One change that was poorly advertised is that when you buy a second-hand car, any tax that has already been paid is no longer transferred with the vehicle. Even if you see a tax disc on display dated for later this year or the seller assures you that the tax has been paid until a certain date, that tax is cancelled by the DVLA when the car transfers to you, leaving the car untaxed. Any excess tax the seller paid is refunded to them.
When you buy a car, it is therefore in a untaxed state and vehicle tax has to be paid to the DVLA before you can use it on the roads.
Consumer programmes have been reporting cases where people got caught out by the new rules and had a nasty shock when they found their car had been clamped. An article in The Guardian suggests that there may have been up to a 60% rise in car clamping by the DVLA and cites one instance where the fees exceeded £800.

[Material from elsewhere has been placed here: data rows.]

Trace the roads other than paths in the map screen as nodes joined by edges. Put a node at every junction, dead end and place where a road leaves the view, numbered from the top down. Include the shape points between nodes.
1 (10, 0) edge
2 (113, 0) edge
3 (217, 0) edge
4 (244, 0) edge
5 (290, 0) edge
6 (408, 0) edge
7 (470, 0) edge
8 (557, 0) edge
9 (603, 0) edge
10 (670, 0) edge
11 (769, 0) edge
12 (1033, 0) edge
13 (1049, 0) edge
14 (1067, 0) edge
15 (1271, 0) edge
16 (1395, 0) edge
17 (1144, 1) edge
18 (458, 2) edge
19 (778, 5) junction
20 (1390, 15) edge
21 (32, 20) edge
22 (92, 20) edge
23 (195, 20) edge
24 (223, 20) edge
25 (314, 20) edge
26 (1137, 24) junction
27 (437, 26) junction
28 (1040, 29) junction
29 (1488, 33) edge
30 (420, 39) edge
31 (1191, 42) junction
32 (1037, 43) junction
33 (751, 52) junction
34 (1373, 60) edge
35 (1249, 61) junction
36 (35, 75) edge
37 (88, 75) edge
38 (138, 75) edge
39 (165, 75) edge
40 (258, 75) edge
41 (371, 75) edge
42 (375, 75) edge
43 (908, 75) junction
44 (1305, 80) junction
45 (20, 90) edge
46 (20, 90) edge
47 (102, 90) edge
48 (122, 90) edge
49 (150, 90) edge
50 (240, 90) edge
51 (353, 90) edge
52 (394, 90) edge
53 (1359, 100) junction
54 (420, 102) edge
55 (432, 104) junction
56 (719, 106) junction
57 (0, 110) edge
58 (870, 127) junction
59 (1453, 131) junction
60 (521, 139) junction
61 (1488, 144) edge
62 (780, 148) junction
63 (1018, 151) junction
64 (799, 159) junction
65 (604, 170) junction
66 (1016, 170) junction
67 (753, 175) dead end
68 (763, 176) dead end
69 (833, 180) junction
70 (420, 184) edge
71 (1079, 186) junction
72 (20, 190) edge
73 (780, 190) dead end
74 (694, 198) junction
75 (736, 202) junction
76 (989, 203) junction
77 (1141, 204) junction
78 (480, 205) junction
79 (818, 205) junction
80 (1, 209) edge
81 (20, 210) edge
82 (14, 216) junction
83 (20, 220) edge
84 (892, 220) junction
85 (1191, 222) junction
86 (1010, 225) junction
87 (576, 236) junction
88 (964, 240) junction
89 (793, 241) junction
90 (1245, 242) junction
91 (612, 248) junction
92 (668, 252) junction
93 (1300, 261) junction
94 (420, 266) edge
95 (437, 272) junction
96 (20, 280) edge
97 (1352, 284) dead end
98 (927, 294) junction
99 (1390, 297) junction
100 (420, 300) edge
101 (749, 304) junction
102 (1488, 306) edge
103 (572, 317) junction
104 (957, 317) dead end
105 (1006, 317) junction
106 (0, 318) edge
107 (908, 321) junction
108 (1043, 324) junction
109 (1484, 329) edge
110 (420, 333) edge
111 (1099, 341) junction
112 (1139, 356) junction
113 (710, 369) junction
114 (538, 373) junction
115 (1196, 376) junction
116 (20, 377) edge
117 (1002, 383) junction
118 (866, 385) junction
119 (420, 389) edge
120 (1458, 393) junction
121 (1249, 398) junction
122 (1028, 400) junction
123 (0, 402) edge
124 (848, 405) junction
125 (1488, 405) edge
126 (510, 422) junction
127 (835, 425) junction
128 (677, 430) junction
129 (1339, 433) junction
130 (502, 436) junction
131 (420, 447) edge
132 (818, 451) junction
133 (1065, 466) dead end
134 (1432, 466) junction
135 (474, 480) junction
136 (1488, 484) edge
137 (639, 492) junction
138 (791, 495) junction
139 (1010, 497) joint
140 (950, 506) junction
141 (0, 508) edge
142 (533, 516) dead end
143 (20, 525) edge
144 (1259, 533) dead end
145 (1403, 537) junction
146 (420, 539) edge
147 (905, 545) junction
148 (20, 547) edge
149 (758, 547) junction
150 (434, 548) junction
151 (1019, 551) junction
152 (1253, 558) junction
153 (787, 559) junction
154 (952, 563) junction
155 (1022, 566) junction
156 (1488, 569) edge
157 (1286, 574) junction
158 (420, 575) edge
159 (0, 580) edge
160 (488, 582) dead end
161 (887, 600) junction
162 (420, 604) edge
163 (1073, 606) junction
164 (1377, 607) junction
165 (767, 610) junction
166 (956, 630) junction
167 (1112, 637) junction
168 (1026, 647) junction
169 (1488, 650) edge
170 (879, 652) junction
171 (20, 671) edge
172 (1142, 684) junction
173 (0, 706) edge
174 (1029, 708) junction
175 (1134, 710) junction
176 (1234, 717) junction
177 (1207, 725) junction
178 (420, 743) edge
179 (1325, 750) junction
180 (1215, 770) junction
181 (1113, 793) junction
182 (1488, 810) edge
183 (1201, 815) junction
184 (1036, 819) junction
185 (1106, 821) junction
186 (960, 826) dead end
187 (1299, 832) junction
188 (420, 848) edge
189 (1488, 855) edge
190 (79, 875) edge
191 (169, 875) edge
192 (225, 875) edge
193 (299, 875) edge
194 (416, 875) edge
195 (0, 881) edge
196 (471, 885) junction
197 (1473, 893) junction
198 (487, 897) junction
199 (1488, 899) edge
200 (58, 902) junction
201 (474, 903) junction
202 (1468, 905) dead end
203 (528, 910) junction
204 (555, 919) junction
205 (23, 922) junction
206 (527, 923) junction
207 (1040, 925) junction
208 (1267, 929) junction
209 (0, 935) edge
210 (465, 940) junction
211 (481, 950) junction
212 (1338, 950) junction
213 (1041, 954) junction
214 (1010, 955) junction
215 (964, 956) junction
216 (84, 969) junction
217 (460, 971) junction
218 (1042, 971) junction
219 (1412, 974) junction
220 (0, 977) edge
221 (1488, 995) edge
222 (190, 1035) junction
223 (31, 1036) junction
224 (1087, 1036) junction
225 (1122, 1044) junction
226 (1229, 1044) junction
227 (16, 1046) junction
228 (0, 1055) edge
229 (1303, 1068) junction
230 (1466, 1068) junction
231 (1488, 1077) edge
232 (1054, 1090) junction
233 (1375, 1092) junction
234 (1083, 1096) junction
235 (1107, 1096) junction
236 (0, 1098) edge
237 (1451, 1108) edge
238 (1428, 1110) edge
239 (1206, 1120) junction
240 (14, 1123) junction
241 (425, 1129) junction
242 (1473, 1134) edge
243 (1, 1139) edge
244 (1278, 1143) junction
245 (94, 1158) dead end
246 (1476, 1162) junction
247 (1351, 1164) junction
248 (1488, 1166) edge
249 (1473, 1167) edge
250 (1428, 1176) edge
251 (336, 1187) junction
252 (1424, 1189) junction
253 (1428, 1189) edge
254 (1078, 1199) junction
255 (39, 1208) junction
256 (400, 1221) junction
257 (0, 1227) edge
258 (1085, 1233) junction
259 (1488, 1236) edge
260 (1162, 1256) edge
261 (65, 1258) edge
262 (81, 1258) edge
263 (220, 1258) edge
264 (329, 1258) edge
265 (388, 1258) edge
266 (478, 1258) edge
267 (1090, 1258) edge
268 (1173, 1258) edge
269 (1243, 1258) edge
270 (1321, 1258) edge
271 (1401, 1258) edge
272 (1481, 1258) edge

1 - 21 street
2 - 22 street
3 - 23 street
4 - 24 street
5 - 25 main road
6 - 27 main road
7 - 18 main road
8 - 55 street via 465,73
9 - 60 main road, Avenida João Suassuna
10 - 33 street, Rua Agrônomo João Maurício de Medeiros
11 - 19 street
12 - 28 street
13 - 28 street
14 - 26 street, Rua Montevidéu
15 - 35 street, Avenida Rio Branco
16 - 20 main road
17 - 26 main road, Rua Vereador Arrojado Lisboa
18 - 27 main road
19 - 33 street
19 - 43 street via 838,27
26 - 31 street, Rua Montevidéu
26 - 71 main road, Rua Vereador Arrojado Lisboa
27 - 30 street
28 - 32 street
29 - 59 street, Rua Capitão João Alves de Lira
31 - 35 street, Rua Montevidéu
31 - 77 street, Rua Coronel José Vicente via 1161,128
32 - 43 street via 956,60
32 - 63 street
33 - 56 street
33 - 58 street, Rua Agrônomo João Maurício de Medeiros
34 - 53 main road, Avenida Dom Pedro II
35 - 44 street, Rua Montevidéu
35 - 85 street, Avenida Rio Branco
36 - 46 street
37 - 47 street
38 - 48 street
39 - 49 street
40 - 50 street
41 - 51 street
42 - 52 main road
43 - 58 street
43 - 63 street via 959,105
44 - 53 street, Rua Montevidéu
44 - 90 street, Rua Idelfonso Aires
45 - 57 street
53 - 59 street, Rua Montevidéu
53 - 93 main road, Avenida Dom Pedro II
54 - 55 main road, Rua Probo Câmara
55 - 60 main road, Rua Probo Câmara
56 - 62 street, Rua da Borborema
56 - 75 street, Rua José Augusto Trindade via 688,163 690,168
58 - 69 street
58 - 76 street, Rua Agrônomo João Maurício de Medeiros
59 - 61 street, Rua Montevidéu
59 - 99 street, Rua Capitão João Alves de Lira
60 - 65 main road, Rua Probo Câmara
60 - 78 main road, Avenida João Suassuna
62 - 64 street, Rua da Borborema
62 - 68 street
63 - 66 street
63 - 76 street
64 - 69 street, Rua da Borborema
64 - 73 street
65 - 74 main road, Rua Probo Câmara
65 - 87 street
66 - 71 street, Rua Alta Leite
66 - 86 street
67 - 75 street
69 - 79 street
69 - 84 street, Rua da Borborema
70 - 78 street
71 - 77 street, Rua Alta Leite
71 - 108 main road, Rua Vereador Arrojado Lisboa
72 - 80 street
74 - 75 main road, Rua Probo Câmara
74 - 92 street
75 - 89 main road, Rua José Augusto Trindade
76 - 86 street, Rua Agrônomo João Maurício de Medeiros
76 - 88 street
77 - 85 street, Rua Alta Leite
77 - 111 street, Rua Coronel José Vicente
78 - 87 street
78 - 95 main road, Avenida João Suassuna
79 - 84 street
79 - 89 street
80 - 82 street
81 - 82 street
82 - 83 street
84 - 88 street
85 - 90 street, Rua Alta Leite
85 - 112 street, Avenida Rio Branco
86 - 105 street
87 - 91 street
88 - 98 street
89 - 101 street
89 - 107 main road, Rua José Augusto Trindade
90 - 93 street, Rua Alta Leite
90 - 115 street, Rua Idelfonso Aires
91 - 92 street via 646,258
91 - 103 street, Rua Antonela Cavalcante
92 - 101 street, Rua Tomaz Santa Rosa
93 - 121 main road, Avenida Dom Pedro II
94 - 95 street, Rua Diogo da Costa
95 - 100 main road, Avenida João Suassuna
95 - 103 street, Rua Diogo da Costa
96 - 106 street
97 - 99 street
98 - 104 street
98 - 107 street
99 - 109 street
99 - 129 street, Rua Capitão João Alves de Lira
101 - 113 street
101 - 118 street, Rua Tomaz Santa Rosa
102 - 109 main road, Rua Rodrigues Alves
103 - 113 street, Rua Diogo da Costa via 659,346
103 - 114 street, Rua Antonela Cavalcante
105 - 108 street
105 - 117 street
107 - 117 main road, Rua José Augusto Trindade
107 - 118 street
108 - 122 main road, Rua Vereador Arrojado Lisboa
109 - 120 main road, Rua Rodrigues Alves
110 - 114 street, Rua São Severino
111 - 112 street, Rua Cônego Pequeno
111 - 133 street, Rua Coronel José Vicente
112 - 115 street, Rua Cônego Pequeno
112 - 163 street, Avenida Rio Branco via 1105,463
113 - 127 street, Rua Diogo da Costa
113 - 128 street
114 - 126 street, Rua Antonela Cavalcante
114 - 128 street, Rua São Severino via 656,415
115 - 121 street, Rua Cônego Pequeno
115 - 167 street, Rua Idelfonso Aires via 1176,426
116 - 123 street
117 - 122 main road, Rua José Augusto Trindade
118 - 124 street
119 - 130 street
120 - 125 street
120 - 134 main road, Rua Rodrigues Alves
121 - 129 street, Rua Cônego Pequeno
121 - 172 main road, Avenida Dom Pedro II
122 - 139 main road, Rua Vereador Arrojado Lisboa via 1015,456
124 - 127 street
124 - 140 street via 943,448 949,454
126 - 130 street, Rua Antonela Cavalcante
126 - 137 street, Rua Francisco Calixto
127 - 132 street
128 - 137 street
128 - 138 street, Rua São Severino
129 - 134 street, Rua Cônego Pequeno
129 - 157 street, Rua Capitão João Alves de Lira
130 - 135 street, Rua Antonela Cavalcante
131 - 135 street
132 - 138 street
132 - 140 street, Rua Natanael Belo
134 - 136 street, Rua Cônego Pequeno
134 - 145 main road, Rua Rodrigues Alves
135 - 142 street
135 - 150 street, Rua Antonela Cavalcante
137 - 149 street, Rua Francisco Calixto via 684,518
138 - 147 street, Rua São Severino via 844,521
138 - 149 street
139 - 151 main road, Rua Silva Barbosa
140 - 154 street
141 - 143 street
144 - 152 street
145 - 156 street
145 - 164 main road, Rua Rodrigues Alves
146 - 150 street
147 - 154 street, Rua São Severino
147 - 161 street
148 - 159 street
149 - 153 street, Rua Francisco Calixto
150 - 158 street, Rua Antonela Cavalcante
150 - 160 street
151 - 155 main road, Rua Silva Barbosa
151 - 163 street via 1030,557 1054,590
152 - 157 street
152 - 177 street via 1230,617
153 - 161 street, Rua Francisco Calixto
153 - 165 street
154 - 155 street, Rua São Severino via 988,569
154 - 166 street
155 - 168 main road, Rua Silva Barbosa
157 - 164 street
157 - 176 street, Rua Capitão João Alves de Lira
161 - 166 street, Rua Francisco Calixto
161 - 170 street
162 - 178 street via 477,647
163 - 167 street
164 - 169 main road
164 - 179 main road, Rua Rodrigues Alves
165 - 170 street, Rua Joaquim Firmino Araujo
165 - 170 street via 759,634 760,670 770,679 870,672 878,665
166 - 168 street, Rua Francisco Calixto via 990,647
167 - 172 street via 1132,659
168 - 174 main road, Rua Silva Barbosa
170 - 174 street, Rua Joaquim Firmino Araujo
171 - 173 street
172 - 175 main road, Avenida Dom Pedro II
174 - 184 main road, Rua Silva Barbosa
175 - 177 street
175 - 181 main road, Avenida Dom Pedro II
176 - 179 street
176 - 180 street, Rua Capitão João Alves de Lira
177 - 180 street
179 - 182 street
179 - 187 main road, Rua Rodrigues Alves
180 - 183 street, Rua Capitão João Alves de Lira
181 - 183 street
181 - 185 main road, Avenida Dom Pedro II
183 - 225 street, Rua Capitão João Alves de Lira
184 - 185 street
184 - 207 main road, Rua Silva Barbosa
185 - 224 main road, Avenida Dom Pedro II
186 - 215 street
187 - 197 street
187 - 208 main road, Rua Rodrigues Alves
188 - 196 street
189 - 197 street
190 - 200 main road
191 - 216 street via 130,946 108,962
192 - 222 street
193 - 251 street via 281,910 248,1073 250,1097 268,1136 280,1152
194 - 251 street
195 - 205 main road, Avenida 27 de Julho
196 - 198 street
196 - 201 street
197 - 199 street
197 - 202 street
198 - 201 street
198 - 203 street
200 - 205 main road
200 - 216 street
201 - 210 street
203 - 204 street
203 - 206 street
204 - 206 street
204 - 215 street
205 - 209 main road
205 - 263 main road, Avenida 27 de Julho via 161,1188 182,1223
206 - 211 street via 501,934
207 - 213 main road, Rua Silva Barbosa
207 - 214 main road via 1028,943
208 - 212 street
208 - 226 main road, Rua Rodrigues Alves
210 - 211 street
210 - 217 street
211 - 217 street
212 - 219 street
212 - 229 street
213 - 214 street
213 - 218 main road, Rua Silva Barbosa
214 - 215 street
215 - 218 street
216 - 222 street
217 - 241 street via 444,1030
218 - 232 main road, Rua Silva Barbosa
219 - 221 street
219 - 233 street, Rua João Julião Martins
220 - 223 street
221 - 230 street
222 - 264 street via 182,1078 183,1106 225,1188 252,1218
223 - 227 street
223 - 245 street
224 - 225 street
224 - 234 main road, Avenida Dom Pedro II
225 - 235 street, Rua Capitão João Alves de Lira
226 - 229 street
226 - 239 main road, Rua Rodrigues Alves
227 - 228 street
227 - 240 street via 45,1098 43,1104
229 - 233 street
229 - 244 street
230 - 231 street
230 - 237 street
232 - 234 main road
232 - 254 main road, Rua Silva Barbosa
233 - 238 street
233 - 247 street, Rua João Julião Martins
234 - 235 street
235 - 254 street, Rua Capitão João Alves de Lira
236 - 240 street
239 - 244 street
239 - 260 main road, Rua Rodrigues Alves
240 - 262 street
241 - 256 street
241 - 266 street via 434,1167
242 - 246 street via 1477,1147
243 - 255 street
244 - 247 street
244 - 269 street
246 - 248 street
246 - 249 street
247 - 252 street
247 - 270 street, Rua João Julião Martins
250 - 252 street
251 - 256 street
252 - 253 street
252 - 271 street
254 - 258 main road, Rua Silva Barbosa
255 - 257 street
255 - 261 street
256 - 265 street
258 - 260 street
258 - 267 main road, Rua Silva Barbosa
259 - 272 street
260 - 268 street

This is disappointing given that the apparent lack of advertising by the DVLA of this specific change & its implications for those buying & selling cars. Certainly the first I heard of this was not, as one might expect, a letter or email from the DVLA advising me of the fact that tax would no longer be transferred during vehicle sales, but rather the unfortunate tale on one of the consumer programmes of someone who had been caught out by the change in the rules.
At the very least, this gives the impression that the DVLA has been somewhat negligent in terms of keeping road users informed. Of course, the combination of failing to adequately advertise the change followed by an apparent clamping spree, might make a mind more cynical than my own wonder if someone at the DVLA saw an opportunity to top up the coffers.